Bettina Grossman is an artist who has been heralded as one who is “suffocating in her own greatness.” While it is an artistic way to put it, Bettina suffers from a hoarding disorder, with hundreds of boxes stuffed into her two-bedroom Hotel Chelsea apartment and her artwork taking up most of the space to the point where she has to sleep on a deck chair. Grossman became a recluse about 30 years ago and doesn’t leave her apartment much at all, but she does converse with neighbors from the hallway. After meeting neighbor and filmmaker Sam Bassett, who depicted her life on film, Grossman sought help in getting rid of the excess junk and installing shelves to help organize her belongings.

5. Jesse and Thelma Gaston (2010)

www.dispatch.com

www.dispatch.com

Imagine having a hoarding issue so massive, that you were lost in your own junk. That’s what happened to 76-year old Jesse Gaston and his 79-year old wife, Thelma. Concerned neighbors called the police to their Chicago home after not seeing the couple for sometime, and police had to break down the door to their home. Rotting food, piles of trash, and food waste greeted the authorities, and the elderly couple was found literally buried alive under all of the trash, and taken to the hospital to be treated for malnutrition among other health issues.

4. Richard Wallace (2011)

www.dorkingandleatherheadadvertiser.co.uk

www.dorkingandleatherheadadvertiser.co.uk

Richard Wallace had a junk pile that was so massive that it was bigger than his house and could be seen from Google Earth. Among the piles of junk included several cars and newspapers spanning over 34 years. It isn’t clear why Wallace accumulated so much stuff in his life, but the public and his neighbors eventually had enough. When he was served with notices and orders to clean up his yard, Wallace stated that it was his human right to hoard all the junk. Eventually, with the help of neighbors, over 30 tons of junk was removed, and Wallace began to seek psychological help for his condition.

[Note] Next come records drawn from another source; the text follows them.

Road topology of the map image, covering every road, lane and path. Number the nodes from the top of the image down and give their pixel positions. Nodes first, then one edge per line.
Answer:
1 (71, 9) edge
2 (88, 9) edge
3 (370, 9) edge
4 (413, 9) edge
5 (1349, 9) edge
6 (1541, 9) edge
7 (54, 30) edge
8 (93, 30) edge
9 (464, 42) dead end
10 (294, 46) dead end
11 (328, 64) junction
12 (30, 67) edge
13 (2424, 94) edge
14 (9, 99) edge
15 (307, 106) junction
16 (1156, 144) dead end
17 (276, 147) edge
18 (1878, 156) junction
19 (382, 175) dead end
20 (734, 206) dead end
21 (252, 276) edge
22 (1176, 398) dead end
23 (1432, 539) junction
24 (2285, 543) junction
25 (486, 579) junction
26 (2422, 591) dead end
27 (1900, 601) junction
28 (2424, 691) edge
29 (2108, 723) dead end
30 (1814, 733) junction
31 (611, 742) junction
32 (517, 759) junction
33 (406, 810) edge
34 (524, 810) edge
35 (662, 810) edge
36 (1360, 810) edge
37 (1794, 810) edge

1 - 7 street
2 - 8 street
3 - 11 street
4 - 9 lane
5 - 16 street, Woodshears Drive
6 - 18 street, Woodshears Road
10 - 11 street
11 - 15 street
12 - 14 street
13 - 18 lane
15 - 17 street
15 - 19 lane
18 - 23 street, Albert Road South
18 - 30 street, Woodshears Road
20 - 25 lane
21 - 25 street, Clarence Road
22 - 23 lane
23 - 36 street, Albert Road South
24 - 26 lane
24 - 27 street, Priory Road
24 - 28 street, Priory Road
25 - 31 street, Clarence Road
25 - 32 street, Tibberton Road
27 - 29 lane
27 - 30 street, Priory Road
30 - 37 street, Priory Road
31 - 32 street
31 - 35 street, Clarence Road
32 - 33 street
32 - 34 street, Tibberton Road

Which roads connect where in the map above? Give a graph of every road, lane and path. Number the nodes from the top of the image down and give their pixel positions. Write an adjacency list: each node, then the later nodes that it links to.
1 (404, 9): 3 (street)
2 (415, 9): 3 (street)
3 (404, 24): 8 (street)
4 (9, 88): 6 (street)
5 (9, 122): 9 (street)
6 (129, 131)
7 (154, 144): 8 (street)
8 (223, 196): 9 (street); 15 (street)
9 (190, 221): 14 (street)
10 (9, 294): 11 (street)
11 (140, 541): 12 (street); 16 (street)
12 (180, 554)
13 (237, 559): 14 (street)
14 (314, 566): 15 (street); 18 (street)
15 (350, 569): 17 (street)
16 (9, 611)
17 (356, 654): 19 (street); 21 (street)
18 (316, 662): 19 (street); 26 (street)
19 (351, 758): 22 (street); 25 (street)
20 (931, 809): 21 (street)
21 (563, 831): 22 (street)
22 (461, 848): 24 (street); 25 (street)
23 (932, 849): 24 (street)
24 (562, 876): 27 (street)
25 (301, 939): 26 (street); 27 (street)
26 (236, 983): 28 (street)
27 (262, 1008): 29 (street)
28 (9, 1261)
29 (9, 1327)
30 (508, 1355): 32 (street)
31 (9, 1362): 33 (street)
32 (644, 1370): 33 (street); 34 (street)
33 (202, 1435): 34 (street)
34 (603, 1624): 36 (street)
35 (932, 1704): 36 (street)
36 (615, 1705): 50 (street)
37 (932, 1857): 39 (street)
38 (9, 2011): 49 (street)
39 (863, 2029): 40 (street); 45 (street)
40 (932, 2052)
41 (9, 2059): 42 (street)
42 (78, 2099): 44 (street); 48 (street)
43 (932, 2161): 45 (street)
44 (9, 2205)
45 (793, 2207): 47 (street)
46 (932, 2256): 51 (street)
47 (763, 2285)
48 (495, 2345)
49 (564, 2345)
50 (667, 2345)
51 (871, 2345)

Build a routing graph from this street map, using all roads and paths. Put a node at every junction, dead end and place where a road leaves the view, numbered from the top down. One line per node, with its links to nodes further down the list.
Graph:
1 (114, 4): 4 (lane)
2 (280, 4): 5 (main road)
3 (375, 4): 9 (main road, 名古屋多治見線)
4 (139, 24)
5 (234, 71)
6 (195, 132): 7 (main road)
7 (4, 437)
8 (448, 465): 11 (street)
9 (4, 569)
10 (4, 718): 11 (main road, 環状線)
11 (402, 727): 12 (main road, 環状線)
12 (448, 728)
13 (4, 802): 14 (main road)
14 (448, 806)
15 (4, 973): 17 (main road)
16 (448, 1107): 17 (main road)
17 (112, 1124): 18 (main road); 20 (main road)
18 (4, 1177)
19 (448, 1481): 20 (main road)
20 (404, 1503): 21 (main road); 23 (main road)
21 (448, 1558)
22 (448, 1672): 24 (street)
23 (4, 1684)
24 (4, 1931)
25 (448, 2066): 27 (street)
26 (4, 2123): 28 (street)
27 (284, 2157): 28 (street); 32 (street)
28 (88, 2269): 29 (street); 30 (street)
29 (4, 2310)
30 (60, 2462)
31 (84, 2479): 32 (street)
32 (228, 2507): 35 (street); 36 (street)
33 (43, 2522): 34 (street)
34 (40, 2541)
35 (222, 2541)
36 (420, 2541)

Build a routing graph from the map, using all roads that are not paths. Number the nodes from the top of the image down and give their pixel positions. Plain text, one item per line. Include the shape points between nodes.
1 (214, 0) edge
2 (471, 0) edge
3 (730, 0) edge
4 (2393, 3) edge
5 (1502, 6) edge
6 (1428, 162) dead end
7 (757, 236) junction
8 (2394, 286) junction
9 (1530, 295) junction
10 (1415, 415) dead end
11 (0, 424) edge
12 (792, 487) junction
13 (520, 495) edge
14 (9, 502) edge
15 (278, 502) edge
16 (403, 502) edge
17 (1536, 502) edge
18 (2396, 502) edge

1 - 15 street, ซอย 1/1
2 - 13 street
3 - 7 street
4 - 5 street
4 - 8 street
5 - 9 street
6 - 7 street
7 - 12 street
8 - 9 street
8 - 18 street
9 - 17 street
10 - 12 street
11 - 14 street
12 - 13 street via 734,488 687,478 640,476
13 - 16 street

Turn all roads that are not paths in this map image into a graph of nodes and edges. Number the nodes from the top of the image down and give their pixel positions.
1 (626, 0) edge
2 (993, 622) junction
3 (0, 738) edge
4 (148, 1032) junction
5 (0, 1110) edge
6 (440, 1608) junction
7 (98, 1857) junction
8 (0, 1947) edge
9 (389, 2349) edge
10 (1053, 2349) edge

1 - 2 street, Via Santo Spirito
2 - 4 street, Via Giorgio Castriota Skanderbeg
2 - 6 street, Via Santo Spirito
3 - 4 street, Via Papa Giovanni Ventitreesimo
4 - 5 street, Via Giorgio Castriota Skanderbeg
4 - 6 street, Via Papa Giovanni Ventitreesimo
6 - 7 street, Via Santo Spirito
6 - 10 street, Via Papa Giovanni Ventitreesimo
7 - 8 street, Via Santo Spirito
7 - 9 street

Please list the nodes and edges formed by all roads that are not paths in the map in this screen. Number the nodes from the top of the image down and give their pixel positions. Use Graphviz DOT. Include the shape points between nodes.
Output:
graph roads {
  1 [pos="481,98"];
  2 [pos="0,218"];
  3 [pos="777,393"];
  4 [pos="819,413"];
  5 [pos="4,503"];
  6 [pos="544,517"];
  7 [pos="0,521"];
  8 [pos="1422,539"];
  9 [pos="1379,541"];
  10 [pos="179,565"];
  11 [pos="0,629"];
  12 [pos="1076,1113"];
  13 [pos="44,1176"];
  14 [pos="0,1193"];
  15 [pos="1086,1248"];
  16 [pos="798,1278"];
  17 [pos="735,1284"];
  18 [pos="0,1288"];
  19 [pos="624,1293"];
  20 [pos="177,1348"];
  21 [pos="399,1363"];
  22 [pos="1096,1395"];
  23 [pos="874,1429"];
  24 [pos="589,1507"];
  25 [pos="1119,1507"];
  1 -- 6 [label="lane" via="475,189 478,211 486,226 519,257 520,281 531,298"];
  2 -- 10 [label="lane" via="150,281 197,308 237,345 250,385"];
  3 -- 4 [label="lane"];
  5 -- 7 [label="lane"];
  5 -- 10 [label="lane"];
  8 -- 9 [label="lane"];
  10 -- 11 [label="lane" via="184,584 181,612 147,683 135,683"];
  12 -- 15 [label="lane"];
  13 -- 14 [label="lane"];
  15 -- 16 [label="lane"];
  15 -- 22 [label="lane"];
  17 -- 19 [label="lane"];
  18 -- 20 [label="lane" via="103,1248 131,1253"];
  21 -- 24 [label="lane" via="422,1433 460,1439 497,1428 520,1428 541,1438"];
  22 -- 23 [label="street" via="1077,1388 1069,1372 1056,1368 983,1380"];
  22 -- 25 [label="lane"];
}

3. Penny and Steve Lefkowitz (2011)

www.theweeklyvice.com

www.theweeklyvice.com

This couple managed to make it to the top three of the worst animal hoarding cases according to the Humane Society of the United States. They are the owners of the Haven Acres Cat Sanctuary, and on June 7th, were arrested on 47 counts of animal cruelty. Authorities seized 697 cats in total. About 100 of the cats had to be put down because of health complications. Penny and Steve had intentions of doing good, but quickly became overwhelmed by so many residents dropping off their cats and were spending about $33,000 a year to try to maintain the sanctuary.

2. Kenneth Epstein (2012)

www.dailymail.co.uk

www.dailymail.co.uk

It has been declared as one of the worse cases of hoarding that Las Vegas has ever seen. After Epstein inherited his mother’s duplex, neighbors began to notice things such as a high volume of junk accumulating in entranceways as well as foul odors coming from the home. Since 2007, the home was cited for code violations, and finally intervention was necessary. Most hoarders will commonly leave a pathway to navigate around the home, Epstein had so much stuff that he had to crawl over the junk. After just removing 60% of the junk, they found the bodies of nine cats, 33 living cats, and six refrigerators full of food that was so decayed and rotten that it had taken on liquid form.

1. Roger Blew (2014)

www.heartlandconnection.com

www.heartlandconnection.com

In March 2014, Roger Blew was arrested and charged with 28 counts of animal neglect in what could be Iowa’s most intense animal hoarding case as authorities removed over 350 animals including pigs, rabbits, and ducks. It was reported that there were dead animals mixed in with live animals, from bones to freshly dead carcasses. It is safe to say that sanitation was also an issue as well as the residence being in shambles. It has been debated as to whether this was a hoarding case or not, although psychologists and authorities declared it to be so after inspecting the property.